The bitter neighborhood disagreement spilled over into both recess and class time. Ink got mysteriously spilled on my sister's desk, a brand-new bicycle tire got slashed, and finally-after a front-porch scuffle between a big eighth-grade boy and Miss Lang, she resigned at mid-year. For the rest of the year, the county asked a stern-looking fellow to sit in the back of the room to keep order while our substitute teacher led us through our academic work. But South Cono Township School closed for good in May.
When Cono Christian School opened its doors that fall, and my brothers, sisters, and I left the public school bureaucrats behind for good, my fifth-grade mind didn't comprehend how the parents involved were insisting that they have the right to make educational choices in the closest possible venue. For my parents, that meant very close indeed. In the year 1951, Roman Catholics, Lutherans, and Christian Reformed people had been regularly making the choice to get more personally involved in their children's education. But for most evangelicals, leaving the public-school monopoly was still a novel idea. And homeschooling-where parents could form their own monopoly on educational decisions-was a generation away.
But because of the growth of nonpublic schools and homeschools over the last generation, millions of parents today consider the big debate over nationalized testing a moot point. They've already made the decision not to pay any attention.
One beauty of making your educational decisions at home-whether in a homeschool, or a nonpublic school where your voice actually counts for something-is that you make irrelevant the feeble efforts of distant bureaucrats to shape the thinking and values of your children. You quit running scared of what might be happening in Springfield, Washington, or perhaps New York.

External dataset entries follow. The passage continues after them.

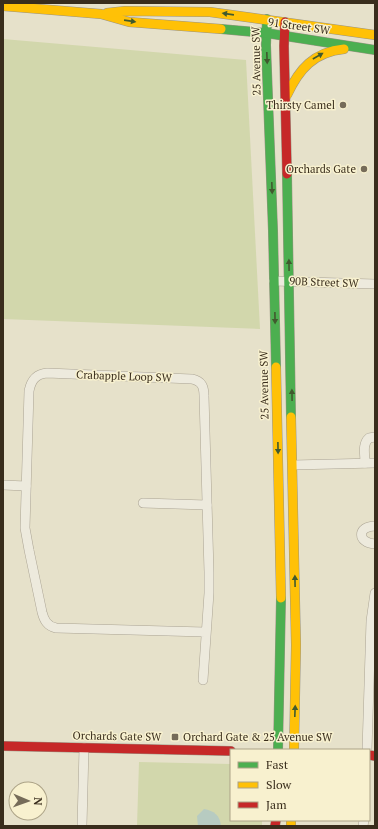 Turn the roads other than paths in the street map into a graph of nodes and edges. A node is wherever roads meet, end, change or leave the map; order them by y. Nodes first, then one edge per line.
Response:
1 (3, 6) edge
2 (101, 14) junction
3 (266, 19) junction
4 (285, 22) junction
5 (266, 33) junction
6 (375, 35) edge
7 (284, 36) junction
8 (364, 48) junction
9 (375, 50) edge
10 (286, 97) junction
11 (274, 280) junction
12 (289, 281) junction
13 (375, 284) edge
14 (375, 437) edge
15 (365, 463) junction
16 (375, 463) edge
17 (293, 465) junction
18 (3, 485) edge
19 (26, 486) junction
20 (143, 503) dead end
21 (207, 505) junction
22 (375, 526) edge
23 (375, 544) edge
24 (375, 593) edge
25 (205, 632) junction
26 (203, 680) dead end
27 (3, 746) edge
28 (84, 748) junction
29 (278, 749) edge
30 (294, 749) edge
31 (367, 749) edge
32 (230, 751) edge
33 (82, 826) edge

1 - 2 main road, 91 Street SW
3 -> 2 main road, 91 Street SW
2 -> 5 main road, 91 Street SW
3 - 4 main road, 91 Street SW
3 - 5 main road, 25 Avenue SW
4 - 6 main road, 91 Street SW
4 - 7 main road
5 - 7 main road, 91 Street SW
5 -> 11 main road, 25 Avenue SW
7 - 8 main road, 91 Street SW
7 - 10 main road
8 - 9 main road, 91 Street SW
10 -> 8 main road
12 -> 10 main road
11 - 12 street, 90B Street SW
11 -> 29 main road, 25 Avenue SW
12 - 13 street, 90B Street SW
17 -> 12 main road
14 - 15 street
15 - 16 street
15 - 17 street
30 -> 17 main road
18 - 19 street
19 - 21 street, Crabapple Loop SW
19 - 25 street, Crabapple Loop SW
20 - 21 street
21 - 25 street, Crabapple Loop SW
22 - 23 street
24 - 31 street
25 - 26 street, Crabapple Loop SW
27 - 28 main road, Orchards Gate SW
28 - 32 main road, Orchards Gate SW
28 - 33 street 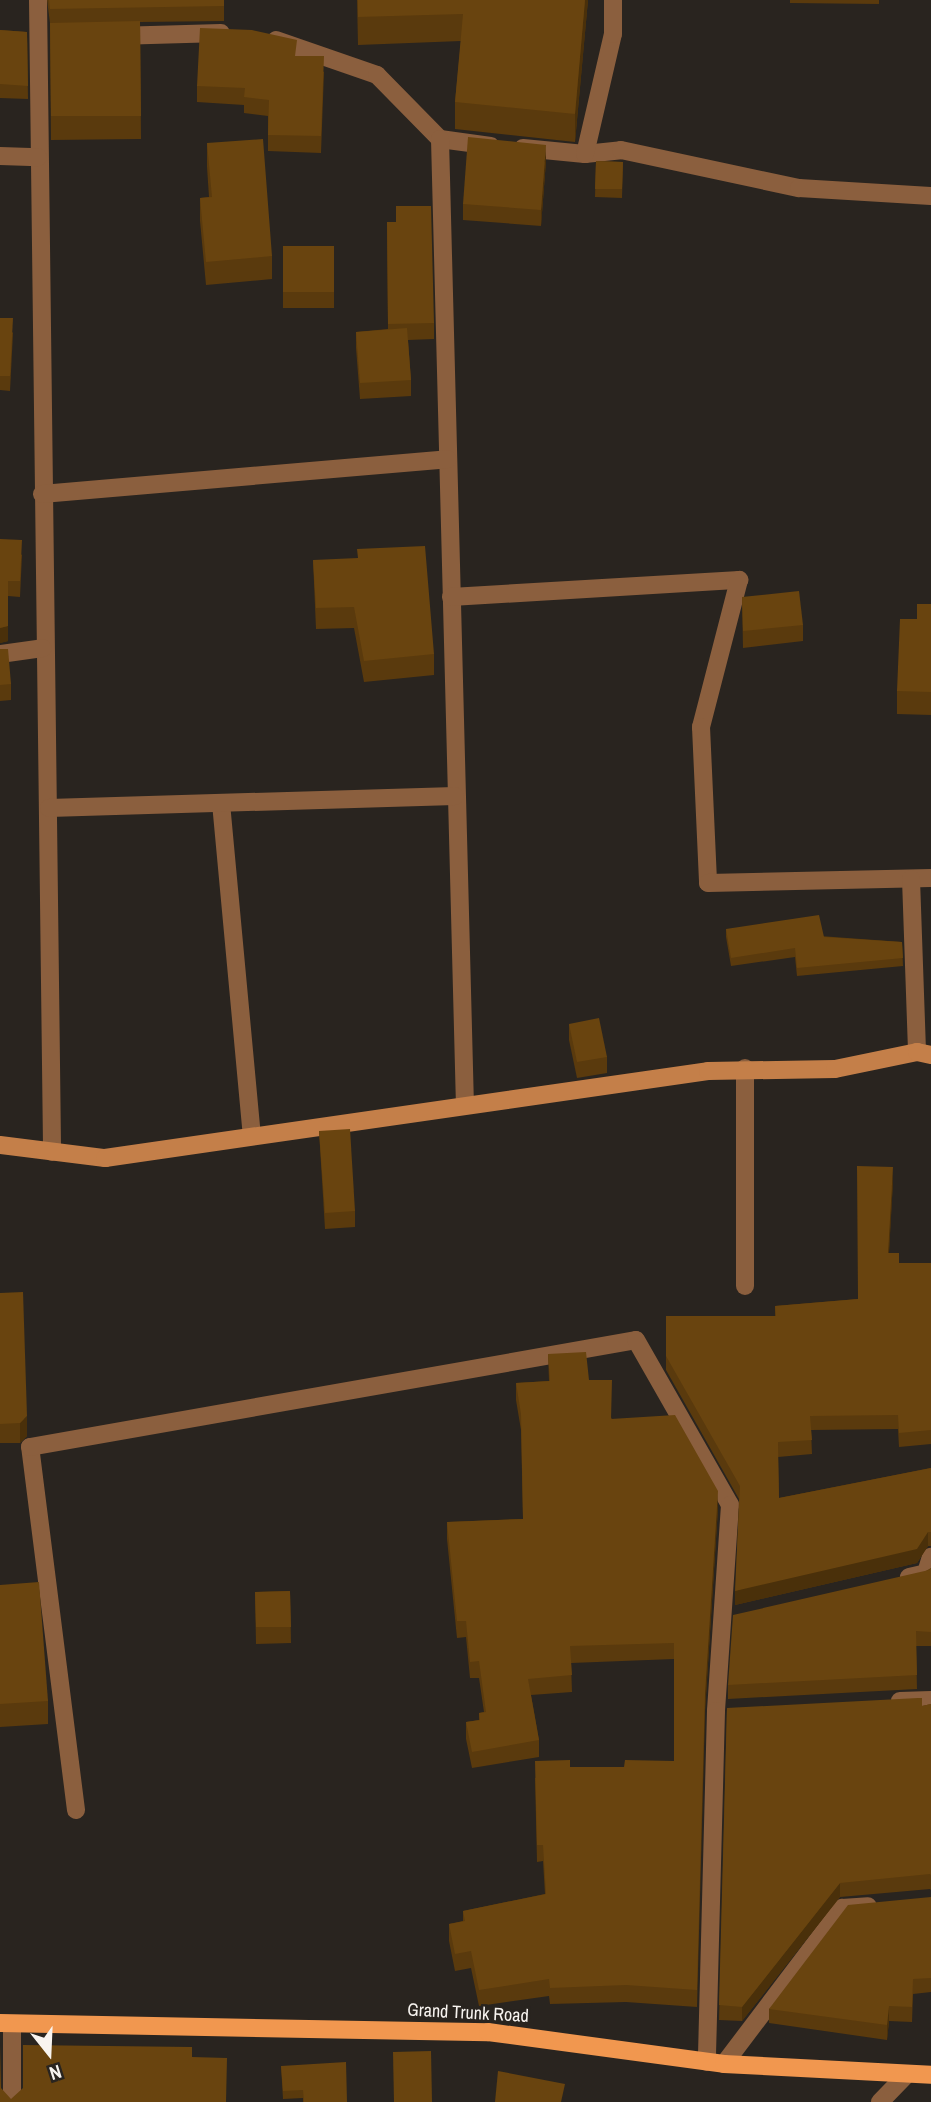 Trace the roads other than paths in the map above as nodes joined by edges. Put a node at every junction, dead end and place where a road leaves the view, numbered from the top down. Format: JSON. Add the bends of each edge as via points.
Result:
{"nodes":[{"id":1,"x":38,"y":0,"type":"edge"},
{"id":2,"x":613,"y":0,"type":"edge"},
{"id":3,"x":240,"y":32,"type":"edge"},
{"id":4,"x":36,"y":35,"type":"junction"},
{"id":5,"x":63,"y":35,"type":"edge"},
{"id":6,"x":91,"y":36,"type":"edge"},
{"id":7,"x":262,"y":37,"type":"edge"},
{"id":8,"x":440,"y":139,"type":"junction"},
{"id":9,"x":585,"y":154,"type":"junction"},
{"id":10,"x":0,"y":156,"type":"edge"},
{"id":11,"x":38,"y":157,"type":"junction"},
{"id":12,"x":931,"y":196,"type":"edge"},
{"id":13,"x":447,"y":459,"type":"junction"},
{"id":14,"x":42,"y":494,"type":"junction"},
{"id":15,"x":451,"y":597,"type":"junction"},
{"id":16,"x":44,"y":648,"type":"junction"},
{"id":17,"x":0,"y":654,"type":"edge"},
{"id":18,"x":455,"y":796,"type":"junction"},
{"id":19,"x":220,"y":803,"type":"junction"},
{"id":20,"x":49,"y":807,"type":"junction"},
{"id":21,"x":931,"y":878,"type":"edge"},
{"id":22,"x":911,"y":879,"type":"junction"},
{"id":23,"x":924,"y":1053,"type":"edge"},
{"id":24,"x":744,"y":1068,"type":"junction"},
{"id":25,"x":465,"y":1104,"type":"junction"},
{"id":26,"x":252,"y":1136,"type":"junction"},
{"id":27,"x":0,"y":1145,"type":"edge"},
{"id":28,"x":52,"y":1152,"type":"junction"},
{"id":29,"x":746,"y":1286,"type":"dead end"},
{"id":30,"x":931,"y":1557,"type":"edge"},
{"id":31,"x":886,"y":1583,"type":"edge"},
{"id":32,"x":931,"y":1700,"type":"edge"},
{"id":33,"x":877,"y":1703,"type":"edge"},
{"id":34,"x":76,"y":1810,"type":"dead end"},
{"id":35,"x":893,"y":1904,"type":"edge"},
{"id":36,"x":6,"y":2024,"type":"edge"},
{"id":37,"x":716,"y":2063,"type":"junction"},
{"id":38,"x":907,"y":2074,"type":"junction"},
{"id":39,"x":931,"y":2075,"type":"edge"},
{"id":40,"x":12,"y":2102,"type":"edge"},
{"id":41,"x":880,"y":2102,"type":"edge"}],
"edges":[{"from":1,"to":4,"type":"street"},
{"from":2,"to":9,"type":"street","via":[[613,34]]},
{"from":3,"to":6,"type":"street"},
{"from":4,"to":5,"type":"street"},
{"from":4,"to":11,"type":"street"},
{"from":7,"to":8,"type":"street","via":[[295,43],[377,75]]},
{"from":8,"to":9,"type":"street"},
{"from":8,"to":13,"type":"street"},
{"from":9,"to":12,"type":"street","via":[[621,150],[799,188]]},
{"from":10,"to":11,"type":"street"},
{"from":11,"to":14,"type":"street"},
{"from":13,"to":14,"type":"street"},
{"from":13,"to":15,"type":"street"},
{"from":14,"to":16,"type":"street"},
{"from":15,"to":18,"type":"street"},
{"from":15,"to":22,"type":"street","via":[[739,580],[701,727],[708,883]]},
{"from":16,"to":17,"type":"street"},
{"from":16,"to":20,"type":"street"},
{"from":18,"to":19,"type":"street"},
{"from":18,"to":25,"type":"street"},
{"from":19,"to":20,"type":"street"},
{"from":19,"to":26,"type":"street"},
{"from":20,"to":28,"type":"street"},
{"from":21,"to":22,"type":"street"},
{"from":22,"to":23,"type":"street"},
{"from":23,"to":24,"type":"street","via":[[835,1069]]},
{"from":24,"to":25,"type":"street"},
{"from":24,"to":29,"type":"street"},
{"from":25,"to":26,"type":"street"},
{"from":26,"to":28,"type":"street","via":[[106,1158]]},
{"from":27,"to":28,"type":"street"},
{"from":30,"to":31,"type":"street","via":[[926,1573]]},
{"from":32,"to":33,"type":"street"},
{"from":34,"to":37,"type":"street","via":[[30,1447],[636,1340],[730,1505],[732,1618],[723,1710]]},
{"from":35,"to":37,"type":"street","via":[[842,1908]]},
{"from":36,"to":37,"type":"main road","name":"Grand Trunk Road","via":[[488,2032]]},
{"from":36,"to":40,"type":"street"},
{"from":37,"to":38,"type":"main road","name":"Grand Trunk Road"},
{"from":38,"to":39,"type":"main road","name":"Grand Trunk Road"},
{"from":38,"to":41,"type":"street"}]} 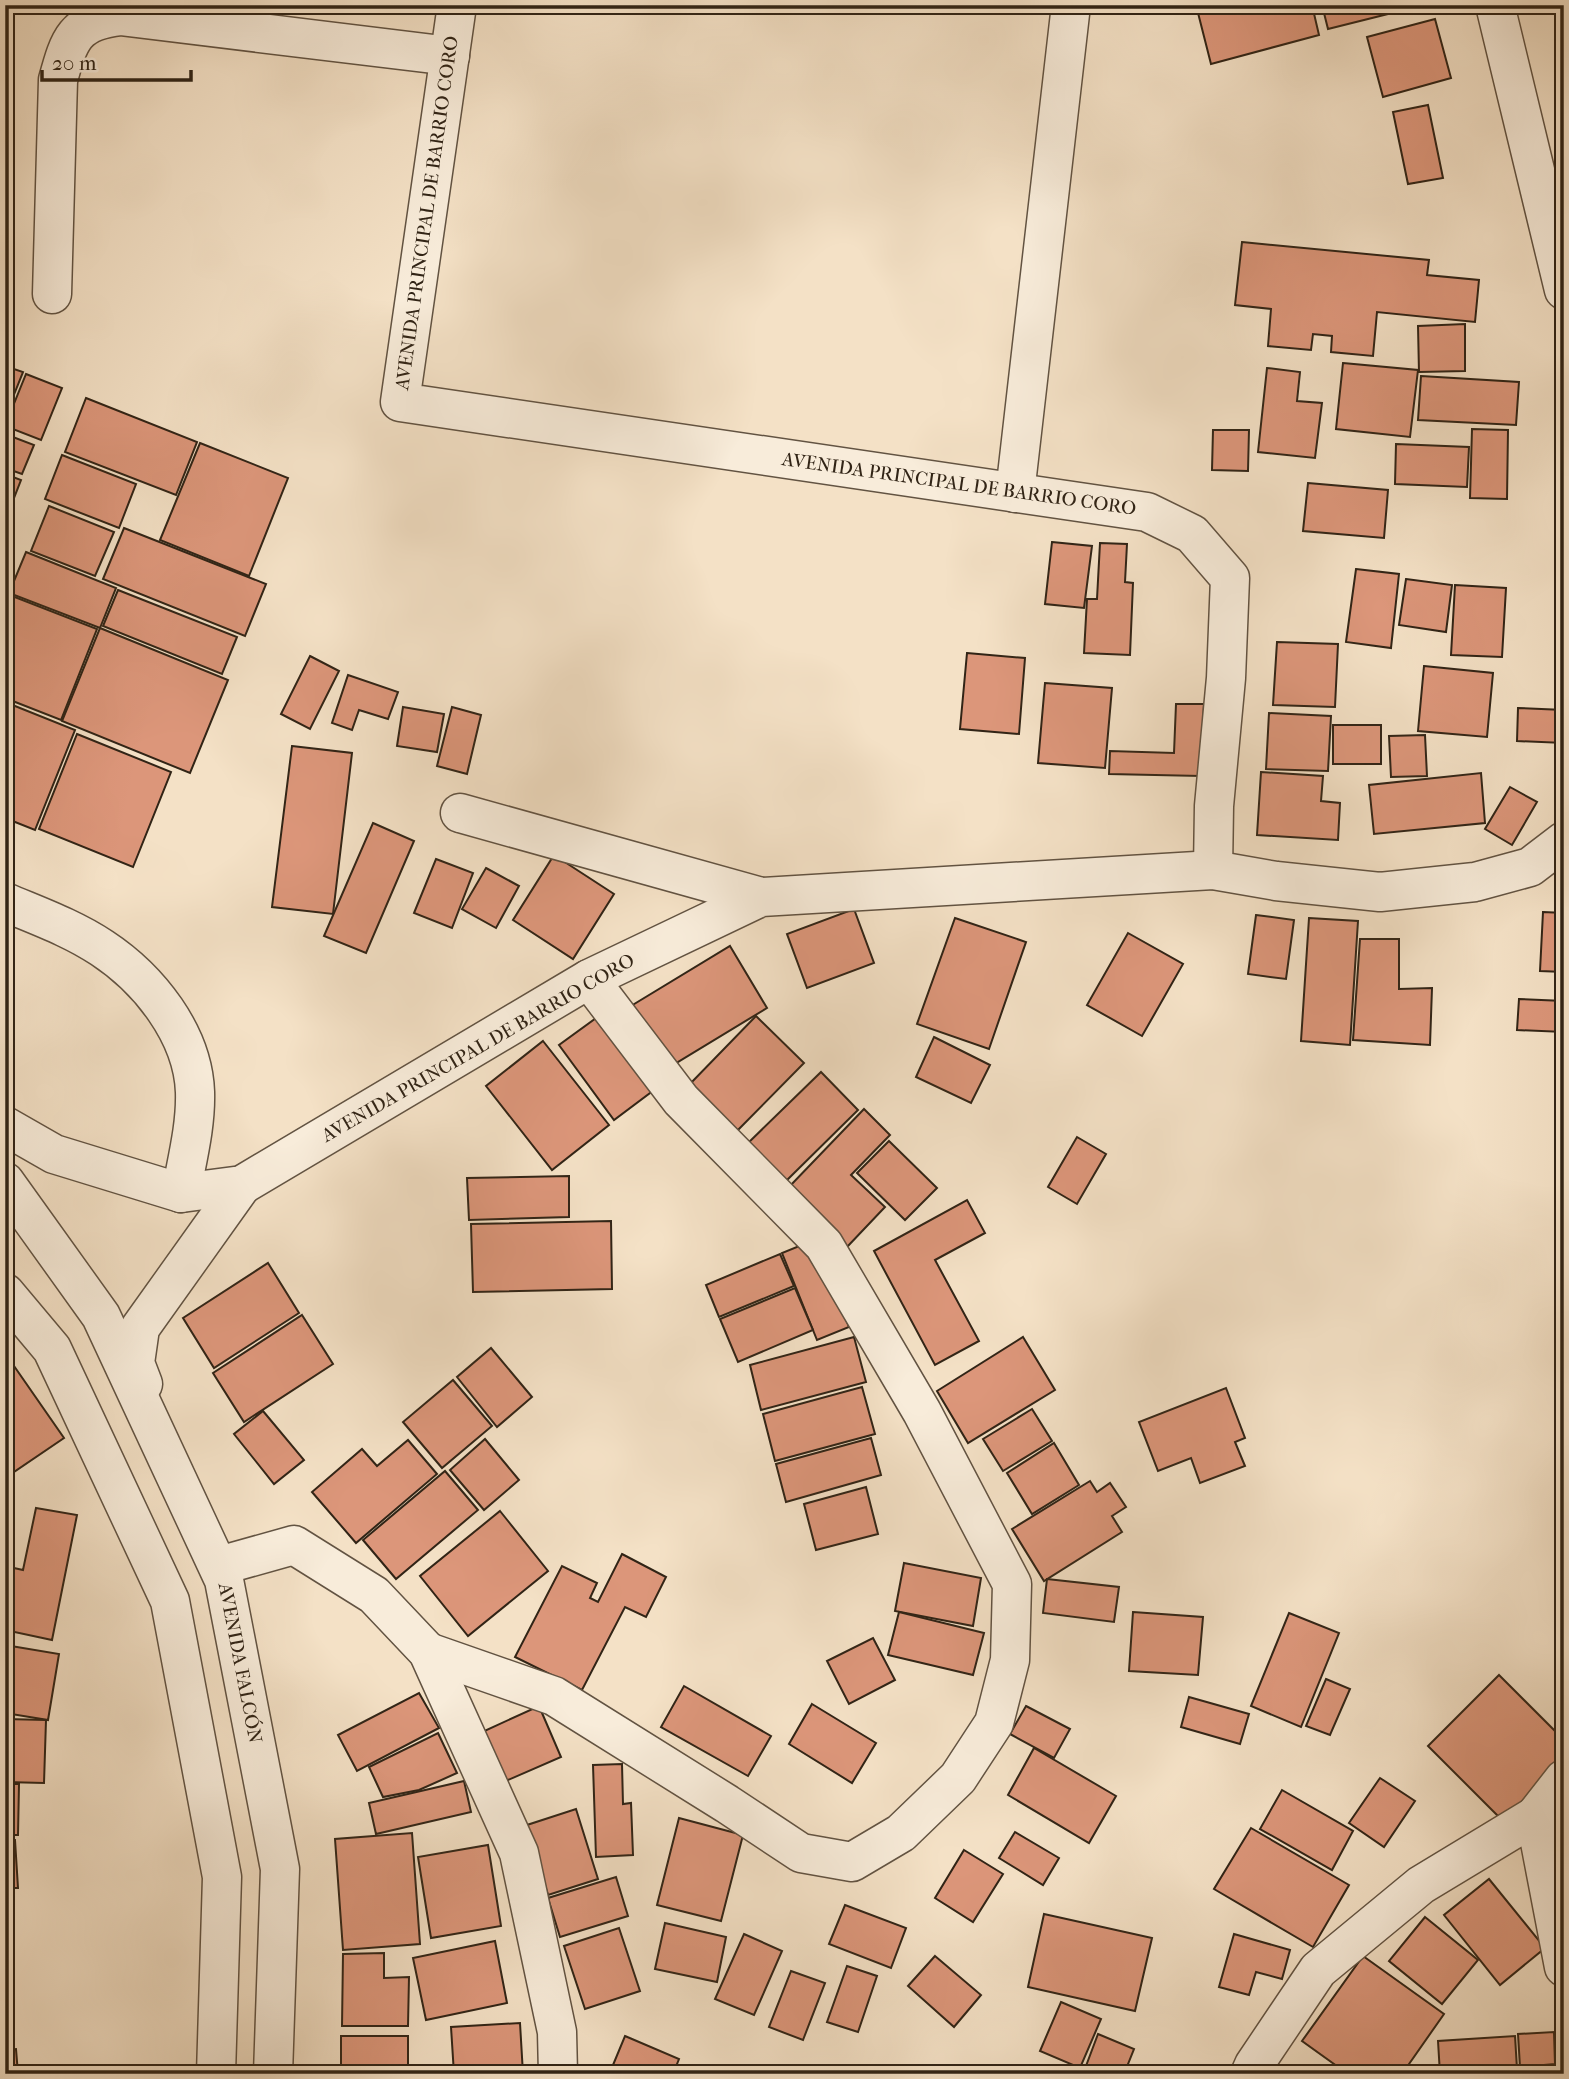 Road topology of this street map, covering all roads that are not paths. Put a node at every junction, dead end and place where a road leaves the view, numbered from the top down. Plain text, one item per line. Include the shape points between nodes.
1 (457, 5) edge
2 (1071, 5) edge
3 (1495, 5) edge
4 (450, 56) junction
5 (1564, 290) edge
6 (52, 294) dead end
7 (1015, 493) junction
8 (460, 813) dead end
9 (1564, 841) edge
10 (1213, 870) junction
11 (761, 897) junction
12 (5, 902) edge
13 (589, 979) junction
14 (5, 1126) edge
15 (5, 1182) edge
16 (242, 1185) junction
17 (181, 1193) junction
18 (5, 1293) edge
19 (165, 1453) junction
20 (219, 1566) junction
21 (428, 1652) junction
22 (1564, 1779) edge
23 (1535, 1816) junction
24 (1564, 1967) edge
25 (216, 2074) edge
26 (273, 2074) edge
27 (558, 2074) edge
28 (1250, 2074) edge

1 - 4 street, AVENIDA PRINCIPAL DE BARRIO CORO
2 - 7 street
3 - 5 street
4 - 6 street via 120,16 86,25 66,48 58,79
4 - 7 street, AVENIDA PRINCIPAL DE BARRIO CORO via 400,402
7 - 10 street, AVENIDA PRINCIPAL DE BARRIO CORO via 1147,512 1192,534 1230,578
8 - 11 street
9 - 10 street via 1530,867 1475,882 1380,892
10 - 11 street, AVENIDA PRINCIPAL DE BARRIO CORO
11 - 13 street, AVENIDA PRINCIPAL DE BARRIO CORO
12 - 17 street via 103,948 150,990 181,1037 195,1088 195,1114
13 - 16 street, AVENIDA PRINCIPAL DE BARRIO CORO
13 - 21 street via 681,1100 824,1245 922,1412 1012,1584 1010,1660 994,1723 958,1778 901,1833 852,1862 801,1853 554,1696
14 - 17 street via 54,1154
15 - 19 street, AVENIDA FALCÓN via 101,1316
16 - 17 street
16 - 19 street via 140,1328 135,1363
18 - 25 street via 52,1349 170,1601 222,1877
19 - 20 street, AVENIDA FALCÓN
20 - 21 street via 294,1545 374,1595
20 - 26 street, AVENIDA FALCÓN via 280,1870
21 - 27 street via 519,1853 557,2032
22 - 23 street
23 - 24 street
23 - 28 street via 1421,1885 1318,1970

Smart parents don't need federal tests to tell them which schools work and which ones don't. Nor does our society at large need such a system-voluntary or otherwise, designed by the feds or designed by an independent board they designate. All we need is an even playing field, the freedom to choose openly among a multiplicity of schools, and the liberty to make significant educational decisions ourselves. Some of us began learning that lesson 50 years ago in rural Iowa, and in similar settings all across the country over the last generation. It's time now for the nation at large to insist on the same privileges-or, in a feisty manner, to exercise those prerogatives on our own even if the authorities don't at first say it's OK to do so.